Review of ServerMania & phoenixNap/SecuredServers
I have had a very poor experience with ServerMania. I run a VOIP application in a small cluster of machines sprinkled around North and South America; basically, it's a multi-headed Asterisk-based PBX. I had a dedicated VM server in their New York facility. Then they put in supposedly DDoS protection, and we started getting complaints from our customers about poor quality, inability to register their phones, a host of stuff. 99% of the times, everything still worked fine.
However, people are so used to 100% reliability from their phones, 99% is too poor. For me, DDoS doesn't help that much. Our IPs are only published to our clients and they are businesses. I suppose someone might eventually try to hold us hostage or something, but it has never been a problem.

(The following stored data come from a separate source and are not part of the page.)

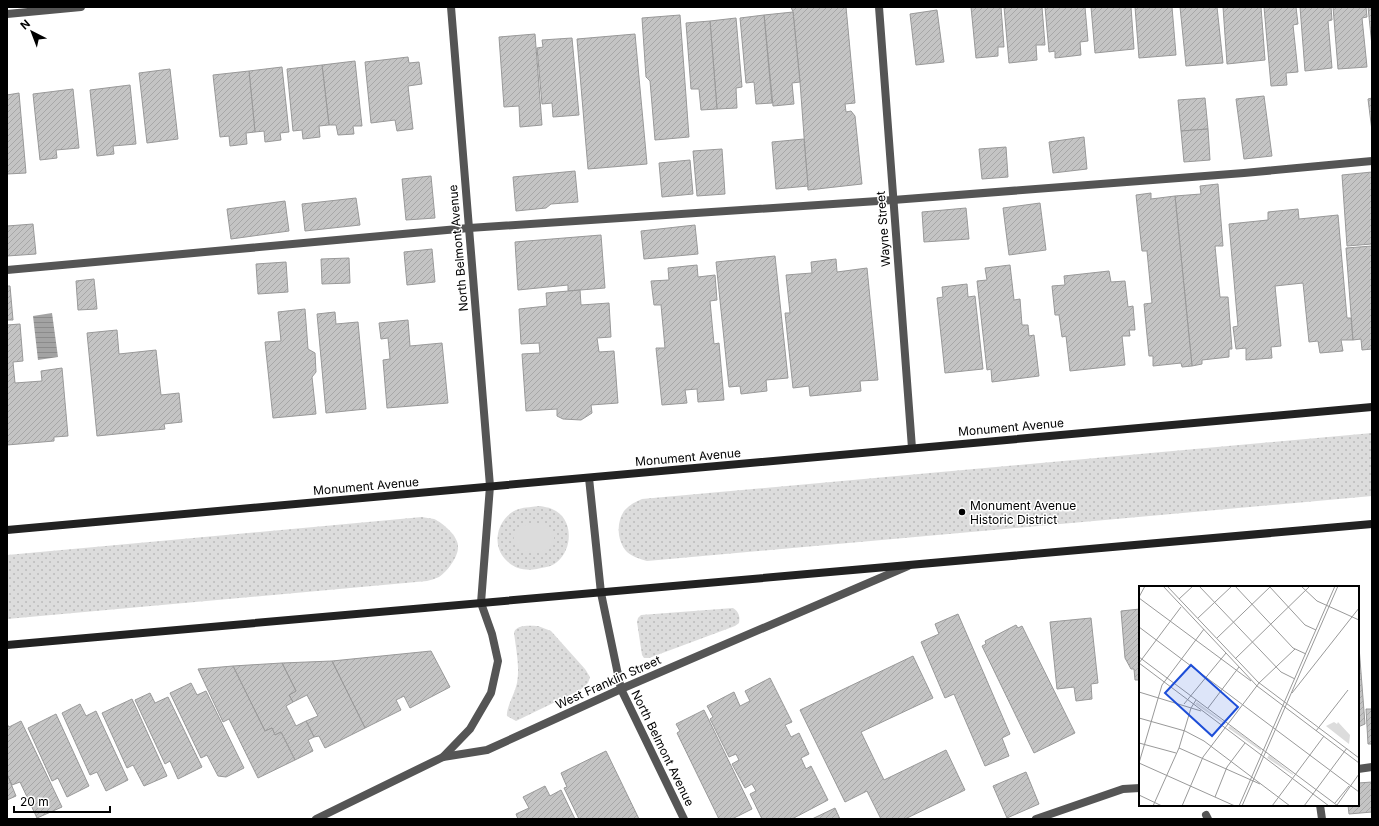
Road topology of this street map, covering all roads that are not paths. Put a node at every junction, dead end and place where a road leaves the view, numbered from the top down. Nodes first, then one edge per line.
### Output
1 (81, 7) edge
2 (451, 7) edge
3 (879, 7) edge
4 (7, 14) edge
5 (1372, 161) edge
6 (893, 200) junction
7 (469, 228) junction
8 (7, 270) edge
9 (1372, 407) edge
10 (912, 448) junction
11 (589, 478) junction
12 (490, 486) junction
13 (1372, 524) edge
14 (7, 530) edge
15 (910, 565) junction
16 (601, 593) junction
17 (481, 603) junction
18 (7, 645) edge
19 (621, 689) junction
20 (443, 757) junction
21 (1372, 767) edge
22 (1359, 768) edge
23 (1139, 788) edge
24 (1320, 806) edge
25 (316, 819) edge
26 (684, 819) edge
27 (1036, 819) edge
28 (1322, 819) edge

1 - 4 street
2 - 7 street, North Belmont Avenue
3 - 6 street, Wayne Street
5 - 6 street
6 - 7 street
6 - 10 street, Wayne Street
7 - 8 street
7 - 12 street, North Belmont Avenue
9 - 10 street, Monument Avenue
10 - 11 street, Monument Avenue
11 - 12 street, Monument Avenue
11 - 16 street, North Belmont Avenue
12 - 14 street, Monument Avenue
12 - 17 street, North Belmont Avenue
13 - 15 street
15 - 16 street
15 - 19 street, West Franklin Street
16 - 17 street
16 - 19 street, North Belmont Avenue
17 - 18 street
17 - 20 street
19 - 20 street, West Franklin Street
19 - 26 street, North Belmont Avenue
20 - 25 street, West Franklin Street
21 - 22 street
23 - 27 street
24 - 28 street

So anyway, I went and got a VM in their Los Angeles facility. I added it to my cluster and immediately, they started yelling at me for abusive use of their CPU, I was using too much of it. The only thing I had installed was a copy of mySQL and Asterisk, and it had zero load
on it. A few days later, they sent out an email saying that they were going to rebuild the RAID array. Obviously, one of the disks had failed. The reason why my VM was taking so much CPU, even with zero load is because anything that it ever tried to do, the failing disk
would take forever to respond, and that would lock up all threads on disk reads, basically driving the load average through the roof.

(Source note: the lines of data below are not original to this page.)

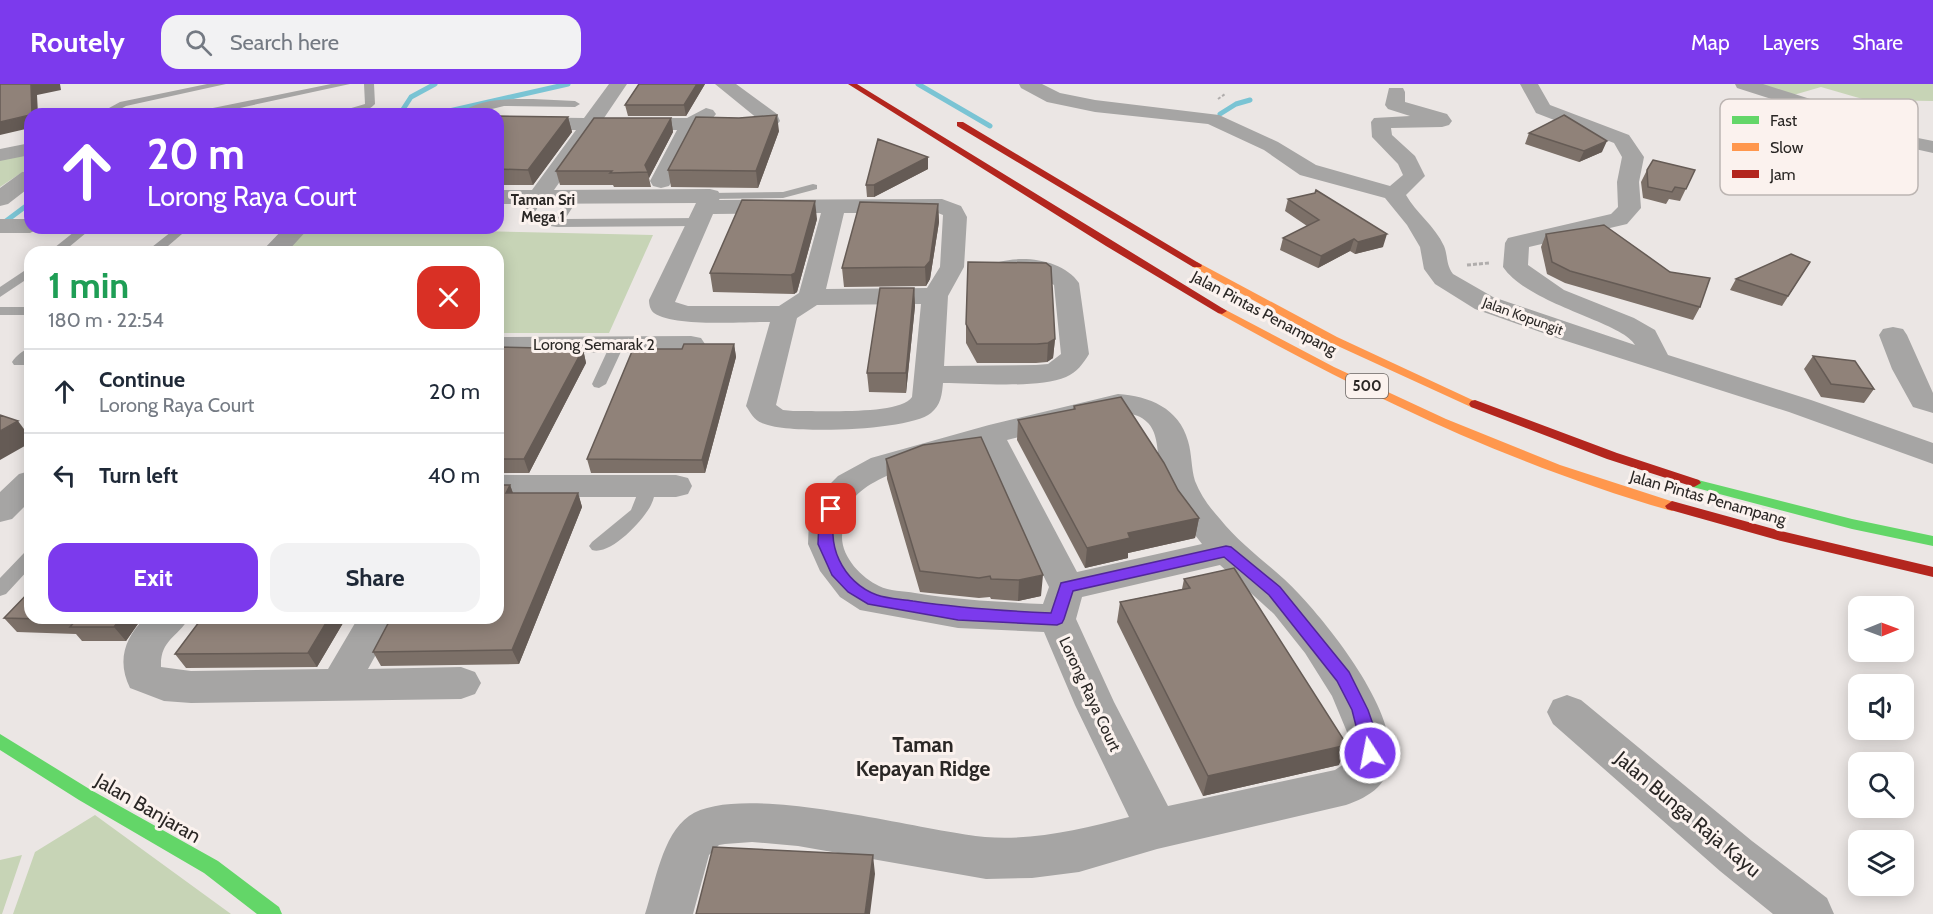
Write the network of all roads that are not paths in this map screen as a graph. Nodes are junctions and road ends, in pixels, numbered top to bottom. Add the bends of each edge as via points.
1 (221, 84) edge
2 (345, 84) edge
3 (369, 84) edge
4 (618, 84) edge
5 (852, 84) edge
6 (1028, 84) edge
7 (1529, 84) edge
8 (1744, 84) edge
9 (725, 86) edge
10 (1396, 92) dead end
11 (1794, 99) edge
12 (575, 104) dead end
13 (115, 108) edge
14 (227, 108) edge
15 (360, 108) edge
16 (476, 108) edge
17 (952, 120) dead end
18 (504, 123) edge
19 (590, 123) junction
20 (690, 124) junction
21 (1918, 143) edge
22 (1933, 147) edge
23 (24, 150) edge
24 (0, 155) edge
25 (24, 181) edge
26 (661, 181) dead end
27 (1065, 186) junction
28 (813, 187) dead end
29 (1394, 194) junction
30 (504, 197) edge
31 (538, 197) junction
32 (573, 197) junction
33 (1035, 197) junction
34 (0, 199) edge
35 (834, 206) junction
36 (705, 208) junction
37 (557, 223) junction
38 (0, 226) edge
39 (24, 226) edge
40 (78, 234) edge
41 (176, 234) edge
42 (291, 234) edge
43 (63, 246) edge
44 (161, 246) edge
45 (279, 246) edge
46 (973, 266) junction
47 (24, 280) edge
48 (0, 293) edge
49 (935, 296) junction
50 (811, 297) junction
51 (0, 311) edge
52 (24, 311) edge
53 (784, 314) junction
54 (1893, 334) dead end
55 (618, 344) junction
56 (690, 344) edge
57 (504, 345) edge
58 (1656, 359) junction
59 (929, 375) junction
60 (599, 384) dead end
61 (1933, 404) edge
62 (989, 435) junction
63 (1933, 454) edge
64 (504, 486) edge
65 (662, 486) joint
66 (24, 489) edge
67 (0, 511) edge
68 (1933, 541) edge
69 (598, 546) dead end
70 (1226, 551) junction
71 (24, 563) edge
72 (1933, 572) edge
73 (0, 589) edge
74 (1062, 603) junction
75 (164, 624) edge
76 (374, 624) edge
77 (461, 683) dead end
78 (339, 685) junction
79 (1567, 712) dead end
80 (0, 741) edge
81 (1157, 829) junction
82 (272, 914) edge
83 (669, 914) edge
84 (1810, 914) edge

1 - 13 lane
2 - 14 lane
3 - 15 lane via 368,106
4 - 19 street
5 - 33 main road, Jalan Pintas Penampang / 500
6 - 29 street via 1054,98 1095,106 1212,119 1271,146 1308,170
7 - 58 street via 1543,109 1622,140 1633,157 1627,172 1630,208 1619,219 1517,243 1515,267 1555,295 1645,336
8 - 11 street
9 - 20 street via 717,111
9 - 20 street via 770,121 760,125
10 - 29 street via 1395,105 1442,121 1381,122 1382,136 1407,161 1414,176
12 - 16 lane via 502,103
17 - 27 main road, Jalan Pintas Penampang / 500
18 - 19 street
19 - 20 street
19 - 31 street
20 - 26 street
21 - 22 street
23 - 24 street
25 - 34 street
27 - 33 main road
27 - 68 main road, Jalan Pintas Penampang / 500 via 1309,326 1500,413 1622,459 1729,493
28 - 36 lane
29 - 58 street, Jalan Kopungit via 1432,247 1436,269 1444,279 1484,303
30 - 31 street
31 - 32 street
31 - 37 lane via 526,216 528,220
32 - 36 street
32 - 37 lane
33 - 72 main road, Jalan Pintas Penampang / 500 via 1200,299 1282,344 1471,433 1631,493 1702,515
35 - 36 street
35 - 46 street via 948,207 953,211
35 - 50 street
36 - 37 lane
36 - 53 street via 662,300 663,307 687,314
38 - 39 street
40 - 43 lane
41 - 44 lane
42 - 45 street
46 - 49 street
46 - 59 street via 1027,267 1058,275 1066,283 1075,354 1056,371 1036,374
47 - 48 lane
49 - 50 street
49 - 59 street
50 - 53 street
51 - 52 lane
53 - 59 street via 761,406 766,414 777,419 909,414 922,407
54 - 61 street via 1899,355 1923,401
55 - 56 street, Lorong Semarak 2
55 - 57 street, Lorong Semarak 2
55 - 60 lane
58 - 63 street, Jalan Kopungit
62 - 70 street, Lorong Raya Court via 1118,403 1131,403 1155,412 1173,439 1179,481
62 - 74 street
62 - 74 street, Lorong Raya Court via 917,454 864,474 836,498 826,520 825,544 837,571 873,600 958,614
64 - 65 street
65 - 69 lane via 647,497 639,514
66 - 67 street
70 - 74 street
70 - 81 street, Lorong Raya Court via 1274,591 1343,676 1360,710 1370,753 1364,773 1346,786
71 - 73 lane
74 - 81 street, Lorong Raya Court via 1103,723
75 - 78 street via 145,643 140,662 144,677 164,685
76 - 78 street
77 - 78 street
79 - 84 street, Jalan Bunga Raja Kayu
80 - 82 main road, Jalan Banjaran via 199,860
81 - 83 street via 1079,851 986,858 798,826 725,824 706,829 690,844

However, I didn't want to stay and argue the point. I had paid a year in advance, and I gave the VM to some friends. One of the few things a small VM would be good for would be to run a chat server. The AUP for their network does not allow open proxies, so if you connect to their network, they will scan your IP for open ports. ServerMania's AUP does not prohibit such scanning (at least, as of the writing of this review.) At 11pm yesterday, they decided that the chat server was going on a rampage and making DoS attacks against the chatters
connecting to it, and on that basis turned off the machine. It's difficult to see how a chat server is "attacking" clients that successfully connect to it.
I was woken by my friends at 11:30pm, I filed a ticket explaining this, and 12 hours later, they haven't even bothered to respond, let alone turn the machine back on or at least tell me that we have to turn off the port-scanning. Dead silence. That pretty much takes the
cake for me.
In conclusion, I think their real problem is that they really don't understand what a DoS or a DDoS is, both from a attacker or the attacked's perspective. This serious lack of technical understanding is what scares me away from the idea of ever having a server with them again. Aside from that is the fact that in a professional environment, you cannot leave tickets unanswered for half a day, not when a server is completely down.

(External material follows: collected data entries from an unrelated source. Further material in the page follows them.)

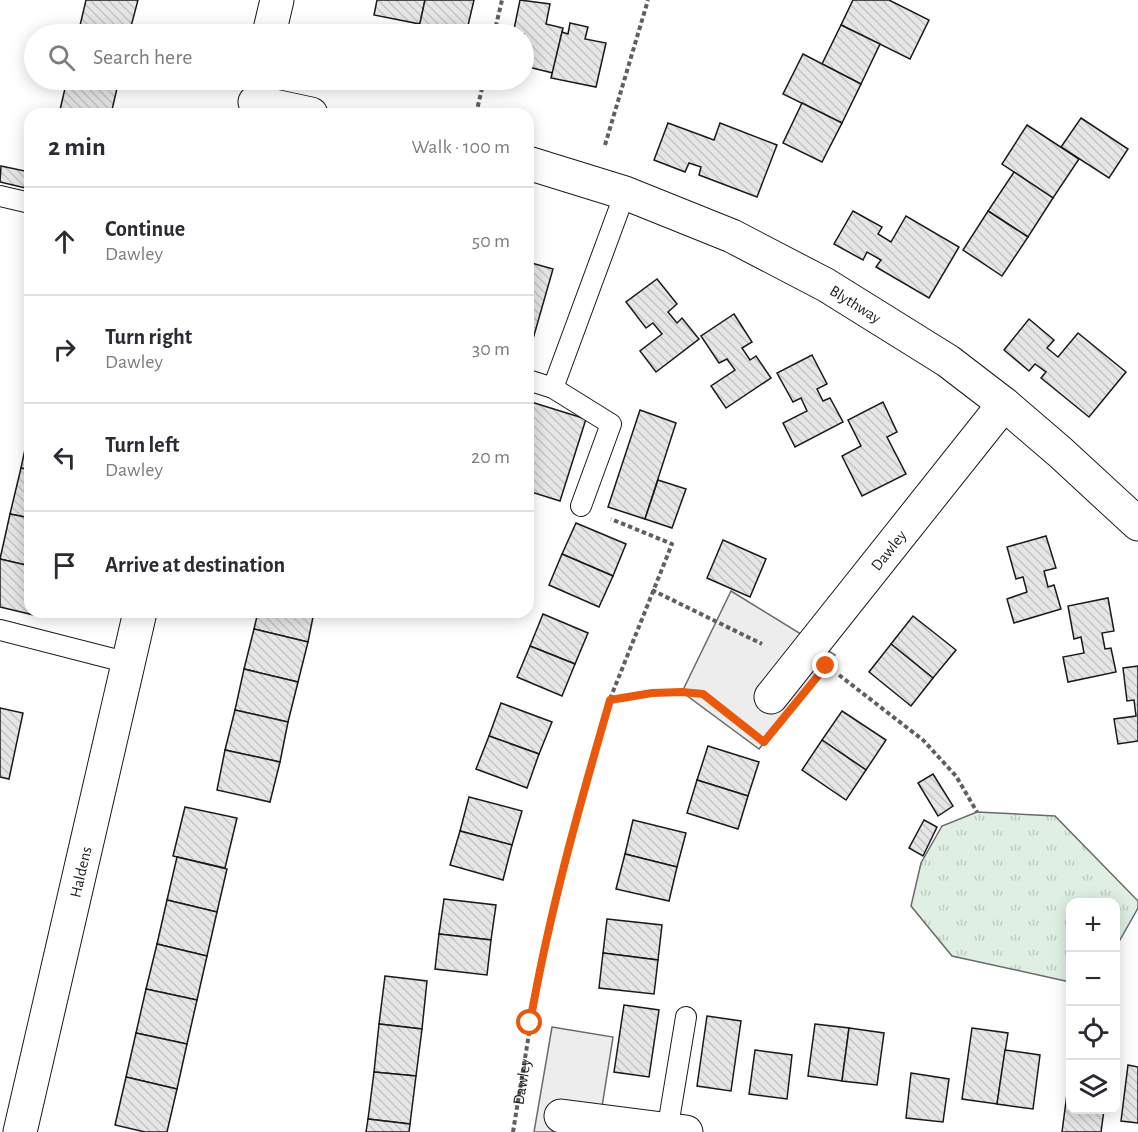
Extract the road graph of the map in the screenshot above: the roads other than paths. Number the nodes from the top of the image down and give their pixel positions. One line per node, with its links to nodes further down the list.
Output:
1 (277, 0): 2 (street)
2 (271, 24)
3 (256, 98): 4 (street)
4 (290, 108)
5 (534, 165): 6 (street, Blythway)
6 (625, 193): 10 (lane); 11 (street, Blythway)
7 (0, 196): 8 (lane)
8 (24, 202)
9 (534, 382): 10 (lane)
10 (553, 388): 12 (lane)
11 (1004, 404): 13 (street, Blythway); 17 (street, Dawley)
12 (581, 506)
13 (1138, 524)
14 (139, 618): 16 (street, Haldens)
15 (0, 630): 16 (lane)
16 (129, 663): 21 (street, Haldens)
17 (771, 697)
18 (686, 1017): 20 (lane)
19 (561, 1116): 20 (street)
20 (674, 1131)
21 (21, 1132)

Interestingly, I had a similar experience with DDoS with SecuredServer / PhoenixNap. Somewhere in the middle of my period with them, they got DDoS protection. When they saw my problems, it felt like they went in crusade mode to keep me as a customer. I received a call from a Director of something to apologize for having had to wait 4 hours for a response to a ticket, and whatever it was, they fixed it. It's my most stable server, and so far have received zero connection complaints from any customer (if their internet is working - doesn't always happen.)